Far more unlikely, yet looming large in the average new teacher’s nightmares, is high-level disruption, ranging from a rolling scrap to actual confrontation. Chair chucking is rare, but it’s like being struck by lightning – unlikely on a given day in mainstream schools (in special schools it can be common), but terrifying when it rains and you’re on the roof fixing the aerial.

Mistakes you mustn’t make

For God’s sake, don’t try to be too pally with them. The whole “Don’t smile until Christmas” thing has become dogma, but I assure you it is wisdom. Of course you can smile; it isn't a catalyst for mayhem. But take it slowly. Kids want to know many things about you, but high on their list is: “Is he/she strict?” If they decide in five minutes that you’re not, then good luck to you, and you certainly won’t be smiling before Christmas, you’ll be weeping. Don’t forget to set out your rules and boundaries. Don’t assume that they know how to behave; they probably do, but they need to see that you do too. Remember, they’re testing your boundaries as well.

How do I show them who’s boss?

Act like one. Be prepared for teaching: a tidy room; resources prepared; smart appearance; lesson ready for them as they walk in. Be on the door; make eye contact with them as they enter and say Good Morning, but don’t smile. Not yet. Resist the temptation to answer their questions; merely indicate that they should go to the back. When they are all in, get them quiet and then give them a seating plan. They will fuss and moan, but this is nothing to you. Get them into their seats, because that means you can learn who they are. Like demonology, naming gives you power.
Then – and I assure you this is wise – spend a good amount of time introducing yourself and telling them what the rules are. Don’t negotiate with them; don’t ask what rules they think would be wise. This doesn't get you buy-in; it merely shows them that you’re open to persuasion. Why should you? I know what the rules of the room should be because I'm an adult, and so are you. So tell them what you want. You can find a good set of basic rules on my resource list on TES Resources.
Tell them what the consequences of meeting and breaking the boundaries are. And make sure you tell the truth.

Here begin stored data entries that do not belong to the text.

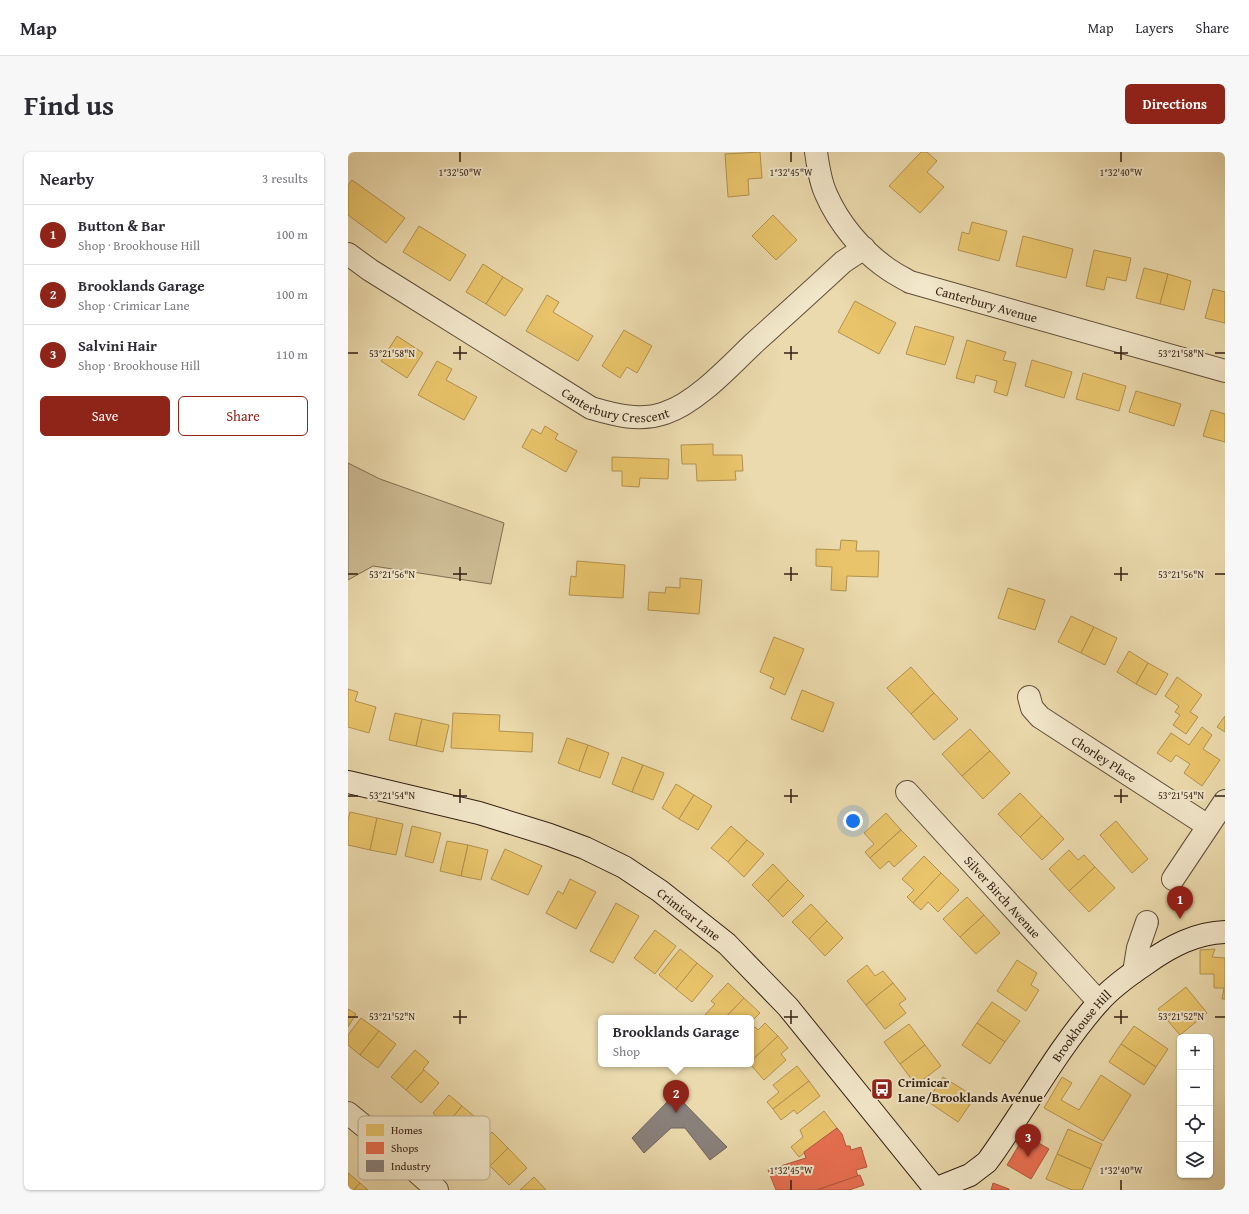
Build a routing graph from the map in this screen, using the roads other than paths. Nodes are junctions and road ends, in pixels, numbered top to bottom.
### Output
1 (816, 152) edge
2 (864, 248) junction
3 (348, 254) edge
4 (1225, 371) edge
5 (1029, 697) dead end
6 (348, 782) edge
7 (907, 792) dead end
8 (1225, 801) edge
9 (1208, 826) junction
10 (1173, 879) dead end
11 (1147, 922) dead end
12 (1225, 932) edge
13 (1134, 972) junction
14 (1099, 1002) junction
15 (348, 1113) edge
16 (358, 1121) edge
17 (426, 1180) edge
18 (437, 1190) edge
19 (935, 1190) edge

1 - 2 street, Canterbury Avenue
2 - 3 street, Canterbury Crescent
2 - 4 street, Canterbury Avenue
5 - 9 street, Chorley Place
6 - 19 street, Crimicar Lane
7 - 14 street, Silver Birch Avenue
8 - 9 street
9 - 10 street
11 - 13 street
12 - 13 street, Brookhouse Hill
13 - 14 street, Brookhouse Hill
14 - 19 street, Brookhouse Hill
15 - 16 street
17 - 18 street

Don’t shy away from talking about detentions, calling home, losing “golden time”, whatever. Go in hard in the first few days and you will reap the benefits later on. Don’t do it, and you’ll spend the rest of the year persuading them that you’d like them to behave. In the first meeting, I tell kids I care deeply about them; so much so that I'm prepared to police their behaviour with vigour. My room, my rules. If you’re uncomfortable with that then get used to it, because it’s essential to the job.

Learn the school behaviour policy

Don’t be afraid to get help, because that’s how we become mighty. The kids aren't master criminals and all but the most adamantine will succumb to being worn down. But you must be persistent. This is the magic ingredient. Don’t give a few detentions and think “it isn't working”. It just hasn't worked yet. We play the long game. We’re here to change their lives. That doesn't happen in a day or a week. Sometimes it takes months and years of dedication, guts, mindless repetition and fraught hours of confrontation and stress. But it’s worth it. So are you. And so are they.